Sunday, October 6, 2013

You're Not a Man, Man: Pt 2

Last night we watched 'Before Midnight' - that new Julie Delpy conversation thing. 'They Came... to Talk...' rolled Mr Rabbit's eyes but there was a party upstairs that made our room vibrate so sleep wasn't about to come anyway. That said, the moment it began we got sleepy. But aside from the boring and forced moments, like in the other two films, there were a few great parts that made us both glad to have persisted.

'The only time I get to think is when I take a shit at work. I am starting to associate my thoughts with the smell of shit.'

And there was another part I thought a lot about in the shower this morning which was when she was ranting about how he would go out into the olive groves every day and just think and wonder about his work. It infuriated her, because she had such trouble dissociating herself from him and their kids - she just could never allow herself the time to stop and dream like that. And he answered by saying 'Well if you'd fucking stop whining and bitching all the time you'd have plenty of time to dream.' Which was a very very bad call and caused her to walk out, slamming the door. 

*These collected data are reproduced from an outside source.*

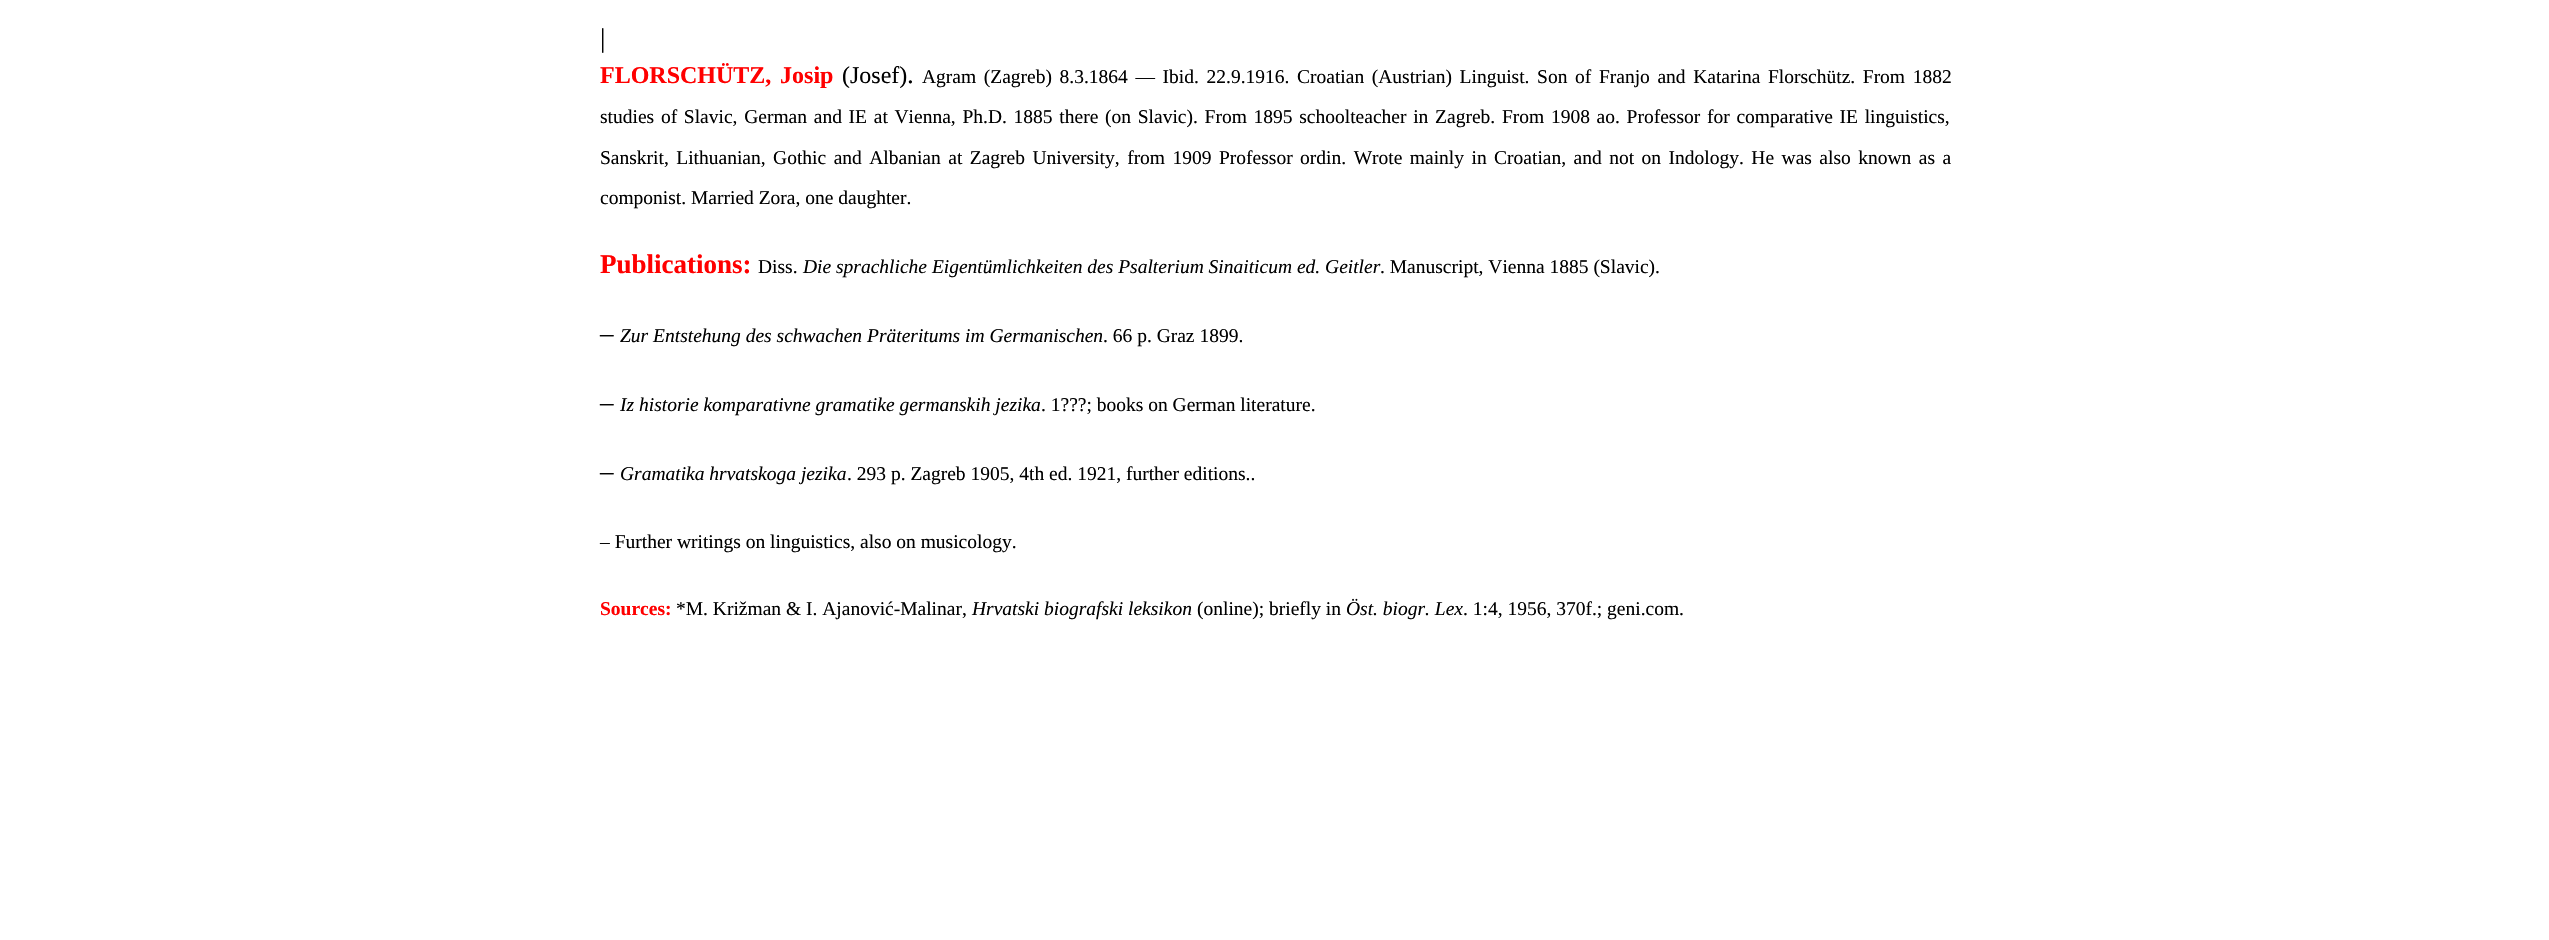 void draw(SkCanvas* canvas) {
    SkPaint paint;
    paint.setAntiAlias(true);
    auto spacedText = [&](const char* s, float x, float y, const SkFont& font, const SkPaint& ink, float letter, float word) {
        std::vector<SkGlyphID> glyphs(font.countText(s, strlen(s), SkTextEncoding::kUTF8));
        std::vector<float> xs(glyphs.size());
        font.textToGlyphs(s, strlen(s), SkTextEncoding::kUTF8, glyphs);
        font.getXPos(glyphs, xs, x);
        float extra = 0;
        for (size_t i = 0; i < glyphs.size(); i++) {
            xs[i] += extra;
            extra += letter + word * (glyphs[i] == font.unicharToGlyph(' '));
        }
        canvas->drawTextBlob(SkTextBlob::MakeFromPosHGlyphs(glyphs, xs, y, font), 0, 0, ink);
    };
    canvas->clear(0xFFFFFFFF);
    SkFont font1(fontMgr->matchFamilyStyle("Liberation Serif", SkFontStyle::Normal()), 27);
    font1.setSubpixel(true);
    paint.setColor(0xFF000000);
    canvas->drawString("|", 600, 47, font1, paint);
    SkFont font2(fontMgr->matchFamilyStyle("Liberation Serif", SkFontStyle::Bold()), 24);
    font2.setSubpixel(true);
    paint.setColor(0xFFFF0000);
    spacedText("FLORSCHÜTZ, Josip", 600, 83, font2, paint, 0, 2.75f);
    SkFont font3(fontMgr->matchFamilyStyle("Liberation Serif", SkFontStyle::Normal()), 24);
    font3.setSubpixel(true);
    paint.setColor(0xFF000000);
    canvas->drawString("(Josef)", 842, 83, font3, paint);
    canvas->drawString(".", 907, 83, font1, paint);
    SkFont font4(fontMgr->matchFamilyStyle("Liberation Serif", SkFontStyle::Normal()), 19.5f);
    font4.setSubpixel(true);
    spacedText("Agram (Zagreb) 8.3.1864 — Ibid. 22.9.1916. Croatian (Austrian) Linguist. Son of Franjo and Katarina Florschütz. From 1882", 922, 83, font4, paint, 0, 2.75f);
    spacedText("studies of Slavic, German and IE at Vienna, Ph.D. 1885 there (on Slavic). From 1895 schoolteacher in Zagreb. From 1908 ao. Professor for comparative IE linguistics,", 600, 123, font4, paint, 0, 1.85f);
    spacedText("Sanskrit, Lithuanian, Gothic and Albanian at Zagreb University, from 1909 Professor ordin. Wrote mainly in Croatian, and not on Indology. He was also known as a", 600, 164, font4, paint, 0, 2.6f);
    canvas->drawString("componist. Married Zora, one daughter.", 600, 204, font4, paint);
    SkFont font5(fontMgr->matchFamilyStyle("Liberation Serif", SkFontStyle::Bold()), 27);
    font5.setSubpixel(true);
    paint.setColor(0xFFFF0000);
    canvas->drawString("Publications:", 600, 273, font5, paint);
    paint.setColor(0xFF000000);
    canvas->drawString("Diss.", 758, 273, font4, paint);
    SkFont font6(fontMgr->matchFamilyStyle("Liberation Serif", SkFontStyle::Italic()), 19.5f);
    font6.setSubpixel(true);
    canvas->drawString("Die sprachliche Eigentümlichkeiten des Psalterium Sinaiticum ed. Geitler", 803, 273, font6, paint);
    canvas->drawString(". Manuscript, Vienna 1885 (Slavic).", 1380, 273, font4, paint);
    canvas->drawString("–", 600, 342, font1, paint);
    canvas->drawString("Zur Entstehung des schwachen Präteritums im Germanischen", 620, 342, font6, paint);
    canvas->drawString(". 66 p. Graz 1899.", 1103, 342, font4, paint);
    canvas->drawString("–", 600, 411, font1, paint);
    canvas->drawString("Iz historie komparativne gramatike germanskih jezika", 620, 411, font6, paint);
    canvas->drawString(". 1?\077?; books on German literature.", 1041, 411, font4, paint);
    canvas->drawString("–", 600, 480, font1, paint);
    canvas->drawString("Gramatika hrvatskoga jezika", 620, 480, font6, paint);
    canvas->drawString(". 293 p. Zagreb 1905, 4th ed. 1921, further editions..", 847, 480, font4, paint);
    canvas->drawString("– Further writings on linguistics, also on musicology.", 600, 548, font4, paint);
    SkFont font7(fontMgr->matchFamilyStyle("Liberation Serif", SkFontStyle::Bold()), 19.5f);
    font7.setSubpixel(true);
    paint.setColor(0xFFFF0000);
    canvas->drawString("Sources:", 600, 615, font7, paint);
    paint.setColor(0xFF000000);
    canvas->drawString("*M. Križman & I. Ajanović-Malinar,", 676, 615, font4, paint);
    canvas->drawString("Hrvatski biografski leksikon", 972, 615, font6, paint);
    canvas->drawString("(online); briefly in", 1197, 615, font4, paint);
    canvas->drawString("Öst. biogr. Lex", 1346, 615, font6, paint);
    canvas->drawString(". 1:4, 1956, 370f.; geni.com.", 1463, 615, font4, paint);
}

This really affected me. It's so true. Ethan can never understand the complexity of her connection to her kids and that infuriating instinctual urge, despite all her efforts to be an independent, strong, feminist, to be with them at all times. How difficult it is for her to allow herself the time and space to separate from them - especially in her mind. 

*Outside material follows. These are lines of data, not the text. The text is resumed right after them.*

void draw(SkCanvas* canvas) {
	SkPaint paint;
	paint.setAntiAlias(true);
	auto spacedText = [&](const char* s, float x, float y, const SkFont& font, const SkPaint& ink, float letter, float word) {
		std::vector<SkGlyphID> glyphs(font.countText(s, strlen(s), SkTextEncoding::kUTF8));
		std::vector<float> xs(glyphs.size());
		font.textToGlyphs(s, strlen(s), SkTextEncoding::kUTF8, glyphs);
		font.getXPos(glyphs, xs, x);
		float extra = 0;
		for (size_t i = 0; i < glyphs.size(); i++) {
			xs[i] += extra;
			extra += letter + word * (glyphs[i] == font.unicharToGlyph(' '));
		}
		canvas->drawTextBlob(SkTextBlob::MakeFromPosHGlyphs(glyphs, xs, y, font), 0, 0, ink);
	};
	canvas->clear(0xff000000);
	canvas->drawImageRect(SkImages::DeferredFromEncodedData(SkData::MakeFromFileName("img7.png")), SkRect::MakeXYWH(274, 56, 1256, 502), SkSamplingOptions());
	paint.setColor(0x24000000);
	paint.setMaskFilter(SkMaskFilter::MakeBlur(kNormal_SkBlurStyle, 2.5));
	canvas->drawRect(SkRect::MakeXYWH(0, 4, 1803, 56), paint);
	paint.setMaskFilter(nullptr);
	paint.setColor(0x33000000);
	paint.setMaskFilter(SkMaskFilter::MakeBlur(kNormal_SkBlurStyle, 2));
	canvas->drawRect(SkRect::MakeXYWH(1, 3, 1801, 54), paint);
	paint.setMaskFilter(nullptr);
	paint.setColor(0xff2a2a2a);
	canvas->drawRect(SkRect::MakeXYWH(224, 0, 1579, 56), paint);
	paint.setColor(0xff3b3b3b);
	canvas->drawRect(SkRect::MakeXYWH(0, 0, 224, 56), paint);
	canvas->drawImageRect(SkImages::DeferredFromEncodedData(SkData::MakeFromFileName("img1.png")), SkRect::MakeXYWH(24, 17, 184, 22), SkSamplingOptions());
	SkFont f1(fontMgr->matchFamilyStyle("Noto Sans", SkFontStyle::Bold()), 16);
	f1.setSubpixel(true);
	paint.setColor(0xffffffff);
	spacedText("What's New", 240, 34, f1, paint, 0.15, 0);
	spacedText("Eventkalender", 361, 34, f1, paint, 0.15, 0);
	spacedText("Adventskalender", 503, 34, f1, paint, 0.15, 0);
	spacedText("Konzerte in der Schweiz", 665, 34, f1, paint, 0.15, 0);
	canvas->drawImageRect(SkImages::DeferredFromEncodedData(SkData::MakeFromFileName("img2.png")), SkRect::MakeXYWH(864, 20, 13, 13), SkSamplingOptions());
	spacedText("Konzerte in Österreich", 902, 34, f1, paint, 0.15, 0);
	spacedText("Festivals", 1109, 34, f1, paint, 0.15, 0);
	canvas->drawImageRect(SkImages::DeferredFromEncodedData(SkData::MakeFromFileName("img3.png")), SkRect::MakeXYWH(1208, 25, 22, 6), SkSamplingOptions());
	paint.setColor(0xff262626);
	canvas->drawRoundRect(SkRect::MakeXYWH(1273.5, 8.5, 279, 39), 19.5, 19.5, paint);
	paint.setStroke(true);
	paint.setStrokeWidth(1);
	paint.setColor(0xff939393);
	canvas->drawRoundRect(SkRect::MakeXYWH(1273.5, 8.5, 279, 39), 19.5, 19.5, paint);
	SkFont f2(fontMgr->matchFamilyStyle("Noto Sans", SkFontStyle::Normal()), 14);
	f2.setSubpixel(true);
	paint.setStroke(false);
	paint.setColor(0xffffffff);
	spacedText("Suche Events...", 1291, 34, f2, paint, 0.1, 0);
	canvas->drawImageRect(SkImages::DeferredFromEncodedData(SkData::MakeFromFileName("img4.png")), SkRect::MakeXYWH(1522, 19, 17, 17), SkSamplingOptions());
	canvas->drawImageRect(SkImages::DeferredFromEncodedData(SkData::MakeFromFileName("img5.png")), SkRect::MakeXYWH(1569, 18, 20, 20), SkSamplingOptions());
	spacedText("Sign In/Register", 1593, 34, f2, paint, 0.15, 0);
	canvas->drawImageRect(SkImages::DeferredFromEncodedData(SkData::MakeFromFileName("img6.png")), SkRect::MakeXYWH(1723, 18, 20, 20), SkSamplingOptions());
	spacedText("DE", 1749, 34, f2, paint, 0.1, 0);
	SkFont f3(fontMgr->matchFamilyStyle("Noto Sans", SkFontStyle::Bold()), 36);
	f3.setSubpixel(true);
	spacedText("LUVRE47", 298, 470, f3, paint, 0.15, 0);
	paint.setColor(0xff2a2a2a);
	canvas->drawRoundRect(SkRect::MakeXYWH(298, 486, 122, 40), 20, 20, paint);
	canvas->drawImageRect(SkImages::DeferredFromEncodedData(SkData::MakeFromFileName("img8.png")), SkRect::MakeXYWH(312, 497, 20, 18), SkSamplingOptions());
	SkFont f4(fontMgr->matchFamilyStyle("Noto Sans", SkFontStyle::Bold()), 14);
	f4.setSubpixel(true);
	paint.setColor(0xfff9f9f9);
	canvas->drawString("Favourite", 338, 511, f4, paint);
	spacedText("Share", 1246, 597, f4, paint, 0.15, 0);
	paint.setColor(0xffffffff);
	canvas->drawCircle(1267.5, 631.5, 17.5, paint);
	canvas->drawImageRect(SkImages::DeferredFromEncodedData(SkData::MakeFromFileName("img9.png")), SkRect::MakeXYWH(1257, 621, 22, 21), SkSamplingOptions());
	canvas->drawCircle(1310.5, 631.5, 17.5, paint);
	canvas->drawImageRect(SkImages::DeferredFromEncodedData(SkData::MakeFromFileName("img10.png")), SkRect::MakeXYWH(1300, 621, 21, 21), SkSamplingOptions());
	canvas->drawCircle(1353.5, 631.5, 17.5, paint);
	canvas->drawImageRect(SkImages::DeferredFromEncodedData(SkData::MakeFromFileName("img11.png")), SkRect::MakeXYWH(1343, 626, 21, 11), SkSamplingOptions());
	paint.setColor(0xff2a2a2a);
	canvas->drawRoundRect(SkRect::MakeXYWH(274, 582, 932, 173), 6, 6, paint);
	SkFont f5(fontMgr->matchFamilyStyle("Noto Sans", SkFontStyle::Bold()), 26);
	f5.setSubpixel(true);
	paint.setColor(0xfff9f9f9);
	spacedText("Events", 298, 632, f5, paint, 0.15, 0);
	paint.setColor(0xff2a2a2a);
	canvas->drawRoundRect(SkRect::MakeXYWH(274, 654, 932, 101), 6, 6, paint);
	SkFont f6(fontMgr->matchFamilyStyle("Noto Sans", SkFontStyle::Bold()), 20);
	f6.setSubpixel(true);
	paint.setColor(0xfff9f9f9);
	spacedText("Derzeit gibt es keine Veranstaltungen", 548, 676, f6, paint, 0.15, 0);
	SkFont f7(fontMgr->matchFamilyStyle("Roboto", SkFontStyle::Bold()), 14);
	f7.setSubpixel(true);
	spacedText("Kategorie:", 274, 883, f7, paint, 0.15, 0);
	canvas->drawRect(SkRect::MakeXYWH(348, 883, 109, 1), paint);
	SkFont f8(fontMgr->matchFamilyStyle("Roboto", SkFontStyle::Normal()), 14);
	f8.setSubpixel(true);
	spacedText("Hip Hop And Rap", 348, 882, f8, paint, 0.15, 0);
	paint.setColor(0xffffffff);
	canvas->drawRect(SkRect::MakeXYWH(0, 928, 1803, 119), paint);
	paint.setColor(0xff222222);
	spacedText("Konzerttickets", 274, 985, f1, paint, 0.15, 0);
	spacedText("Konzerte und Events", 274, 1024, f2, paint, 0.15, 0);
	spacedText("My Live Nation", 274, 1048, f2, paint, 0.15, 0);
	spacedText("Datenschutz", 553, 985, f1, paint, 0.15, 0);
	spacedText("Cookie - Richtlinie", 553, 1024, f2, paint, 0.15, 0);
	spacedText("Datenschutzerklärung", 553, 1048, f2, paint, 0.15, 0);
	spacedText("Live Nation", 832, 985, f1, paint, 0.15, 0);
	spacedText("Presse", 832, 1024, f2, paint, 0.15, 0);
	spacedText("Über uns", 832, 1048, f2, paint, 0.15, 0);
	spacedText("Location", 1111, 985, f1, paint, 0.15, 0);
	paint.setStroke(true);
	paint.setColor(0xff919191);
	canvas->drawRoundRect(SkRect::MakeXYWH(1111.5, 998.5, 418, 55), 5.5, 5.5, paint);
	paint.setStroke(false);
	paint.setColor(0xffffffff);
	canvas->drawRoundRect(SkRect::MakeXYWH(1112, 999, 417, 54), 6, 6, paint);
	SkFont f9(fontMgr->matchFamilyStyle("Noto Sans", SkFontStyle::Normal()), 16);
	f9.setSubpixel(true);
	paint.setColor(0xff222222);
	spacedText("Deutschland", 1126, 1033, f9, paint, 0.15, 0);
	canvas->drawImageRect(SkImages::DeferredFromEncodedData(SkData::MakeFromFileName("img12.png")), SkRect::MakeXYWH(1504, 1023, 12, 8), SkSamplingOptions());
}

Though men feel their own specific attachment to their children, there is something different that women feel, that they have to fight harder in order to keep themselves and their inner worlds alive. It's just different. The man does his share - often huge - then goes for his walk in the olive grove. The woman can do it too, but she has to overcome an extra part of herself that wants her to just stay and spend the entire day in Sandpit Park with them both. All it takes is for her to say - 'I'm going off for a walk.' The man and the kid would say 'great!'. But it's an effort to say it. If I ever do, the family is always better off. But that's not to say it's not anti-instinct. 

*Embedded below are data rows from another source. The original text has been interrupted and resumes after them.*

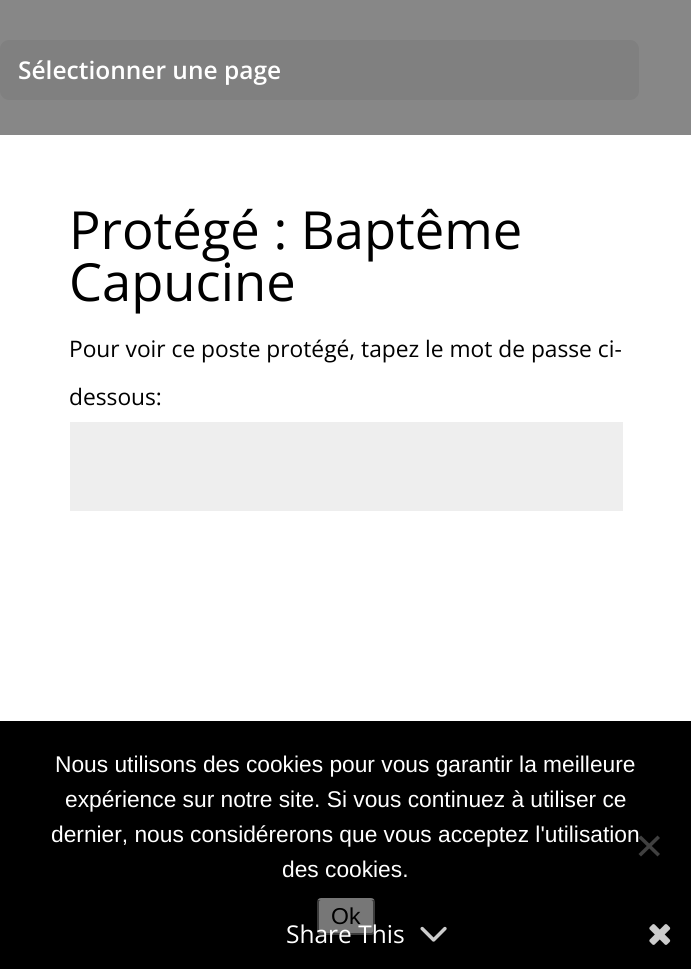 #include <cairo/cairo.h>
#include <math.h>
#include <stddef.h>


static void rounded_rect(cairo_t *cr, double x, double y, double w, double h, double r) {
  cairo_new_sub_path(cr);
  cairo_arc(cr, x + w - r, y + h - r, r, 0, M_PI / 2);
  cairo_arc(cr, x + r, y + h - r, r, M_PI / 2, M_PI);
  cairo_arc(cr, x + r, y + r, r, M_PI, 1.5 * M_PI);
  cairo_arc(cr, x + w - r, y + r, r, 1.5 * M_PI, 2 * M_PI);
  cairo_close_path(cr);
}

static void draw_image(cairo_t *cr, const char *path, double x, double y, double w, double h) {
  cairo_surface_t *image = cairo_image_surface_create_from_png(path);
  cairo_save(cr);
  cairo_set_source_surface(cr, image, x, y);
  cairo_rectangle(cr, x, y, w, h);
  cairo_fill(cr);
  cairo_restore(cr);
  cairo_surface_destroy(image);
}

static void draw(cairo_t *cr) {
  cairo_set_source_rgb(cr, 1, 1, 1);
  cairo_paint(cr);
  cairo_set_source_rgb(cr, 135 / 255.0, 135 / 255.0, 135 / 255.0);
  cairo_rectangle(cr, 0, 0, 691, 135);
  cairo_fill(cr);
  cairo_set_source_rgb(cr, 128 / 255.0, 128 / 255.0, 128 / 255.0);
  rounded_rect(cr, 0, 40, 639, 60, 9);
  cairo_fill(cr);
  cairo_set_source_rgb(cr, 238 / 255.0, 238 / 255.0, 238 / 255.0);
  cairo_rectangle(cr, 70, 422, 553, 89);
  cairo_fill(cr);
  cairo_set_source_rgb(cr, 0, 0, 0);
  cairo_rectangle(cr, 0, 721, 691, 248);
  cairo_fill(cr);
  cairo_set_source_rgb(cr, 239 / 255.0, 239 / 255.0, 239 / 255.0);
  rounded_rect(cr, 318, 899, 56, 35, 3);
  cairo_fill_preserve(cr);
  cairo_set_source_rgb(cr, 118 / 255.0, 118 / 255.0, 118 / 255.0);
  cairo_stroke(cr);
  draw_image(cr, "images/1.png", 420, 926, 27, 16);
  draw_image(cr, "images/2.png", 649, 924, 22, 21);
  cairo_select_font_face(cr, "Open Sans SemiBold", CAIRO_FONT_SLANT_NORMAL, CAIRO_FONT_WEIGHT_NORMAL);
  cairo_set_font_size(cr, 24.5);
  cairo_set_source_rgb(cr, 1, 1, 1);
  cairo_move_to(cr, 18, 79);
  cairo_show_text(cr, "Sélectionner une page");
  cairo_select_font_face(cr, "Open Sans", CAIRO_FONT_SLANT_NORMAL, CAIRO_FONT_WEIGHT_NORMAL);
  cairo_set_font_size(cr, 52.5);
  cairo_set_source_rgb(cr, 0, 0, 0);
  cairo_move_to(cr, 69, 249);
  cairo_show_text(cr, "Protégé : Baptême");
  cairo_move_to(cr, 69, 301);
  cairo_show_text(cr, "Capucine");
  cairo_set_font_size(cr, 22.75);
  cairo_move_to(cr, 69, 357);
  cairo_show_text(cr, "Pour voir ce poste protégé, tapez le mot de passe ci-");
  cairo_move_to(cr, 69, 405);
  cairo_show_text(cr, "dessous:");
  cairo_select_font_face(cr, "Liberation Sans", CAIRO_FONT_SLANT_NORMAL, CAIRO_FONT_WEIGHT_NORMAL);
  cairo_set_source_rgb(cr, 1, 1, 1);
  cairo_move_to(cr, 55, 772);
  cairo_show_text(cr, "Nous utilisons des cookies pour vous garantir la meilleure");
  cairo_move_to(cr, 65, 807);
  cairo_show_text(cr, "expérience sur notre site. Si vous continuez à utiliser ce");
  cairo_move_to(cr, 51, 842);
  cairo_show_text(cr, "dernier, nous considérerons que vous acceptez l'utilisation");
  cairo_move_to(cr, 282, 877);
  cairo_show_text(cr, "des cookies.");
  cairo_set_source_rgb(cr, 64 / 255.0, 64 / 255.0, 64 / 255.0);
  cairo_new_path(cr);
  cairo_move_to(cr, 657.5, 835.5);
  cairo_line_to(cr, 660, 838);
  cairo_line_to(cr, 641, 856.5);
  cairo_line_to(cr, 638.5, 854);
  cairo_close_path(cr);
  cairo_fill(cr);
  cairo_new_path(cr);
  cairo_move_to(cr, 638.5, 838);
  cairo_line_to(cr, 641, 835.5);
  cairo_line_to(cr, 660, 854);
  cairo_line_to(cr, 657.5, 856.5);
  cairo_close_path(cr);
  cairo_fill(cr);
  cairo_set_font_size(cr, 23);
  cairo_set_source_rgb(cr, 0, 0, 0);
  cairo_move_to(cr, 331, 924);
  cairo_show_text(cr, "Ok");
  cairo_set_source_rgba(cr, 0, 0, 0, 0.5);
  cairo_rectangle(cr, 317, 900, 58, 35);
  cairo_fill(cr);
  cairo_select_font_face(cr, "Open Sans", CAIRO_FONT_SLANT_NORMAL, CAIRO_FONT_WEIGHT_NORMAL);
  cairo_set_font_size(cr, 24.5);
  cairo_set_source_rgb(cr, 1, 1, 1);
  cairo_move_to(cr, 286, 943);
  cairo_show_text(cr, "Share This");
}

int main(void) {
  cairo_surface_t *surface = cairo_image_surface_create(CAIRO_FORMAT_RGB24, 691, 969);
  cairo_t *cr = cairo_create(surface);
  cairo_font_options_t *options = cairo_font_options_create();
  cairo_font_options_set_hint_metrics(options, CAIRO_HINT_METRICS_OFF);
  cairo_font_options_set_hint_style(options, CAIRO_HINT_STYLE_NONE);
  cairo_set_font_options(cr, options);
  cairo_set_miter_limit(cr, 4);
  draw(cr);
  cairo_surface_write_to_png(surface, "out.png");
  cairo_font_options_destroy(options);
  cairo_destroy(cr);
  cairo_surface_destroy(surface);
  return 0;
}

It took me back to a piece I wrote about it, when I was first pregnant with Kiki - you're not a Man, Man. That was the first time I could feel that instinct arriving in me. I must have been six or seven months pregnant. And for the first time in my life I felt different from Mr Rabbit; from all men. Until then, I had grown up feeling all the same entitlements and freedoms as a man, the ability to attain my goals in any field I chose - really, between Mr Rabbit and I there wasn't much more difference than our shapes and his ability to smash me in every sport we tried (including chess). We had always met on a very even level, and we both gave equal amounts of passion to the art forms we loved most - and neither questioned that in the other. Suddenly, I could feel myself change. Already I could feel an urge so strong to care for this being, I would never feel the same way about my work and my independence - correction - I would feel the same, but at the same time equally as dedicated to this other creature - and thus live in a perpetual state of torn. I felt it then, but could never in a billion years have fathomed how that feeling would intensify thousandfold after her birth, growing even greater every day she is alive. When I am away from her, I miss her. I can't be home when she's not there, or I feel guilty I haven't gone and brought her home from wherever she is to be with me. I struggle to set time for my work, aside from bread-winning, because anything that is not directly about her and feeding, clothing and educating her, is suddenly indulgent. I hate it! Because deep down I know it's not indulgent. I know it's me. And I know she needs me to find the time and to keep nourishing the self that I am as much as I do - she doesn't want the slave-girl or the empty resentful woman stealing her away from crèche - and as much as I know that, I still have to do battle to find that space, every single day.

Thank God Mr Rabbit got it, not like Ethan. I think Ethan gets it, but he was just angry in that moment because Julie had been acting psycho. I just think - wow - we really do get ripped apart after having a kid. When before we took it for granted we were utterly on the same boat, rowing the same direction, now we're on faraway islands sending smoke signals to each other - 'Hell-oooo! Can I go-oo for a walk in the olive groooove?'

The olive grove is crucial to both of us - and it's tempting/easy to just never go there and thus get all pious - and then get angsty with Mr Rabbit when he goes, and most especially when he comes back talking about it. Woooo!!! Who is that? I've got to find a way to go too - he certainly isn't stopping me - and then I'll come back and we'll meet like we used to and share our stories. Instinct is a beast though. Man I hope I can keep mine tamed.